Waktu itu masih pukul 9 pagi, sisa-sisa dinginnya Malang berbaur dengan matahari yang mulai memanas. Terminal Arjosari sudah ribut, dengan deru bus, teriakan kernet, dan hiruk pikuk penumpang. Saya naik ke salah satu bus, mengiringi seorang Mbak yang berusia sekitar 25-an. Di dalam lenggang, kami menuju kursi yang berbeda.
Sesaat sebelum bus bergerak, seorang Mas naik terburu-buru. Di dalam, dia menuju kursi kosong di samping si Mbak. Saya menoleh ke jendela memandang jalan, bus mulai bergerak.
Samar-samar, terdengar percakapan. Saya menoleh, melihat si Mas dan si Mbak saling bicara. Sesaat kemudian mereka saling memberi tangan untuk bersalaman. Petugas bus datang, meminta uang untuk karcis. Saya kembali memandang jalan.

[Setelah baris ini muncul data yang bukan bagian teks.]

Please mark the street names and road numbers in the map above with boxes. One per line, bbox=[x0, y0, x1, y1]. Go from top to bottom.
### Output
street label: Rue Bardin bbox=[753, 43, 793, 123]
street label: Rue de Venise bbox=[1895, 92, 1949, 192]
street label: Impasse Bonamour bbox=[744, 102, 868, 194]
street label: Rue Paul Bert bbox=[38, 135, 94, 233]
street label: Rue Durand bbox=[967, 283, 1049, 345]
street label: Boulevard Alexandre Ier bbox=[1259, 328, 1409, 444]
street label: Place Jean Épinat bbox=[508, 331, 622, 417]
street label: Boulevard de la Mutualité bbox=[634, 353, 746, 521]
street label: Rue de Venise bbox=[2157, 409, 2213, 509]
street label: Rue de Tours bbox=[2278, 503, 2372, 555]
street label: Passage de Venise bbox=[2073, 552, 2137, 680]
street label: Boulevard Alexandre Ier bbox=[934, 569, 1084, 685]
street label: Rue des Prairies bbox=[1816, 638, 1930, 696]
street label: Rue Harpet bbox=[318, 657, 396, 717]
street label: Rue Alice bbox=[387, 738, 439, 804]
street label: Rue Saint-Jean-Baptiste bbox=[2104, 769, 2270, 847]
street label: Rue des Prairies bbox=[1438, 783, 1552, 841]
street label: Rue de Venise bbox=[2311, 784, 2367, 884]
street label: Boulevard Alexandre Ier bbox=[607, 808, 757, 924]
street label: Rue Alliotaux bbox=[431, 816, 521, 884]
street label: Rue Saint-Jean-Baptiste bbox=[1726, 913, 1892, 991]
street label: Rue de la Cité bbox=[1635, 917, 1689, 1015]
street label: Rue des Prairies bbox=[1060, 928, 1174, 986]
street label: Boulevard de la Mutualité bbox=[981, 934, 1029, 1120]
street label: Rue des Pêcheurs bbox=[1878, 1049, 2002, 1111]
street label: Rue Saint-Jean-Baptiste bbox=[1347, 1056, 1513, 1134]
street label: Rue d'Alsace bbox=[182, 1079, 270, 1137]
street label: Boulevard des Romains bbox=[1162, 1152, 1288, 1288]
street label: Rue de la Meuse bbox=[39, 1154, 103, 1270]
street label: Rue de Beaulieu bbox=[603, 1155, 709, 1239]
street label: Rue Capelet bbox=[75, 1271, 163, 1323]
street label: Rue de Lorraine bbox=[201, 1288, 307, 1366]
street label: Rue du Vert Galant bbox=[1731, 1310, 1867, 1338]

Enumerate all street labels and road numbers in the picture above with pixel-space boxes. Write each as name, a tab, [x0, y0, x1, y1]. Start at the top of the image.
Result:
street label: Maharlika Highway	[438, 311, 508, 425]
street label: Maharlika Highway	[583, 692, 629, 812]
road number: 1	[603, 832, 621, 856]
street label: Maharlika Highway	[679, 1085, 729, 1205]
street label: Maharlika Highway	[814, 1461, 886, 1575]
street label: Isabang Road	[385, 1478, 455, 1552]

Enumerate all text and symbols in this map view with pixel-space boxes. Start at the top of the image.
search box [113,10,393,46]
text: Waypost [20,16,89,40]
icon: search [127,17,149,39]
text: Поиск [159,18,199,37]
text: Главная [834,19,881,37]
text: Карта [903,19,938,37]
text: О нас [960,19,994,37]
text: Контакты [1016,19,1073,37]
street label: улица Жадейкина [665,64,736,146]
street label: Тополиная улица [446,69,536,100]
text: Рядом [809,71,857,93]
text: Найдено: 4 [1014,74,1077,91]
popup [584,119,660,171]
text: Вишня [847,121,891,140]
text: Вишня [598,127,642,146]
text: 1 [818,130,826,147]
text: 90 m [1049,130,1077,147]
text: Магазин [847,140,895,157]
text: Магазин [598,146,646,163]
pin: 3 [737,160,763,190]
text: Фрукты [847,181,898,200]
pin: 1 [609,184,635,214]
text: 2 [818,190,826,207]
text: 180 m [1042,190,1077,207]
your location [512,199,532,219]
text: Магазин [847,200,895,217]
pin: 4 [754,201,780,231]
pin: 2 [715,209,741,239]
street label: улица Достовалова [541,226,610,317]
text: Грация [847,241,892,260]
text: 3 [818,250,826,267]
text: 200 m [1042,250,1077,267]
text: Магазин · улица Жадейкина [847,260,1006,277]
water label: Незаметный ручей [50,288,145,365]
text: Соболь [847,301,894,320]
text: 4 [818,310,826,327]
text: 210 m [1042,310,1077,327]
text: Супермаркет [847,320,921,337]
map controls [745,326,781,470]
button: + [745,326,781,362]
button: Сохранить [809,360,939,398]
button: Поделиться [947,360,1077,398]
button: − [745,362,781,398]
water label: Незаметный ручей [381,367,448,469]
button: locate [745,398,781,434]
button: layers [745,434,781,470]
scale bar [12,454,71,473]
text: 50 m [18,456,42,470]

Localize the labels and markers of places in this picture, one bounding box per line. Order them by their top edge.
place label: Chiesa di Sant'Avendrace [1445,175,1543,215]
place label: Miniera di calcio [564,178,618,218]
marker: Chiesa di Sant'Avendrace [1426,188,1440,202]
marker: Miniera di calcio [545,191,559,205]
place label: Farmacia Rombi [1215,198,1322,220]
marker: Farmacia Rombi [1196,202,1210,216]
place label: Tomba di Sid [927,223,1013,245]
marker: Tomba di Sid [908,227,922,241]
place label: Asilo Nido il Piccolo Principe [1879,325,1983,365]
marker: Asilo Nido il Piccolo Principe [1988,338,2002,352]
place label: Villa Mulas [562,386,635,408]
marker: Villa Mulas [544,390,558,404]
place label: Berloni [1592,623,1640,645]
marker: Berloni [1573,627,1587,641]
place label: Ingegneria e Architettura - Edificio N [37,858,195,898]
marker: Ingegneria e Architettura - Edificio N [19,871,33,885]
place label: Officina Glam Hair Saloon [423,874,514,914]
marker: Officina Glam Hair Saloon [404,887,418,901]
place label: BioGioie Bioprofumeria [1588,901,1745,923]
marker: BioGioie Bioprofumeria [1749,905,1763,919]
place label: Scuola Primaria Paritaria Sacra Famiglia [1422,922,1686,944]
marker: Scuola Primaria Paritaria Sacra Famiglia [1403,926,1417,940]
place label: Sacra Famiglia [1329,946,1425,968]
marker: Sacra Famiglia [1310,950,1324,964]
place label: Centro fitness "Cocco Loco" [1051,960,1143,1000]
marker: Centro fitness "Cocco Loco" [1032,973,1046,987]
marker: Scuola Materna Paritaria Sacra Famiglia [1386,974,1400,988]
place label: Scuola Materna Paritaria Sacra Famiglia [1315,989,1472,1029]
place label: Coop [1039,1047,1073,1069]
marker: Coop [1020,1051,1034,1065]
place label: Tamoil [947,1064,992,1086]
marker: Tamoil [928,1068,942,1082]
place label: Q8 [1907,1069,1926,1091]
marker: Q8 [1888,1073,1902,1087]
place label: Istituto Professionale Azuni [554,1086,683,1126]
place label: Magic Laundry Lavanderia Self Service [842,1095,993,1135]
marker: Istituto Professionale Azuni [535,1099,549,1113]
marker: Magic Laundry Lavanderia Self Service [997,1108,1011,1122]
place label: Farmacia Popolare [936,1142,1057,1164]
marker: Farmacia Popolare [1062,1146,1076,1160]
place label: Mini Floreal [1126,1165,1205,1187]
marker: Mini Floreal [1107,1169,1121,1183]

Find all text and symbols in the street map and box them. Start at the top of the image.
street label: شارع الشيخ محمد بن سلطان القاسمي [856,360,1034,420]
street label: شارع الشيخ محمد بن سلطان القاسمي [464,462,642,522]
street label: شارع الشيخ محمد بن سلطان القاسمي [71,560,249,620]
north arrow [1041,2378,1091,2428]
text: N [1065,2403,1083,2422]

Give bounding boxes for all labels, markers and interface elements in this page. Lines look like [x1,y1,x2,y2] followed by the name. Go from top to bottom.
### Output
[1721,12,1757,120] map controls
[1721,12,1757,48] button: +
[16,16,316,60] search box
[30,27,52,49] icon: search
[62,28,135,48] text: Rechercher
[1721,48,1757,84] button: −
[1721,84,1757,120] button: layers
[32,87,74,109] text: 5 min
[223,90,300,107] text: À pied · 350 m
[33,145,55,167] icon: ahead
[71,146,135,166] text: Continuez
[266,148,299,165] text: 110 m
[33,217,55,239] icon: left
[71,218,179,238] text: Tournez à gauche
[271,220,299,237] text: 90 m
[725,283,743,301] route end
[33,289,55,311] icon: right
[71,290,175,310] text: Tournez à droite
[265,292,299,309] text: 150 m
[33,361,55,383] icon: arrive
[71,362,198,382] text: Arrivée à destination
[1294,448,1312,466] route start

Lalu terdengar tawa. Saya menoleh lagi. Si Mbak tersenyum malu-malu sementara si Mas terus bicara. Saya memalingkan muka, namun tetap memasang telinga.
Mas: “Eh, aku udah lama nyari bukunya blablabla itu lo,”
Mbak: “Itu ada aku di rumah,”
Mas: “Wah, iya? Nanti kapan-kapan aku mampir ya?”
Mendengarnya, saya mengulum senyum. Ketika menoleh lagi, Mas dan Mbak sama-sama mengeluarkan ponsel. Hiruk pikuk menenggelamkan suara mereka, saya terdistraksi oleh yang lain. Lalu tiba-tiba…
“KIRI! KIRI!” Si Mas berteriak dan bergegas ke pintu depan bus. Semua mata menoleh memperhatikan. “Kiri, kiri! Astaga kelewatan!” Tepat di depan pintu, si Mas menoleh ke arah si Mbak, “Nanti aku sms, ya!”katanya sembari tersenyum, lalu turun.
Saya, dan hampir semua mata lainnya, menoleh memandang si Mbak. Yang dipandang memalingkan muka ke jendela, sambil menahan senyum malu di muka.
Berdasarkan kisah nyata, di suatu pagi bulan Oktober 2012.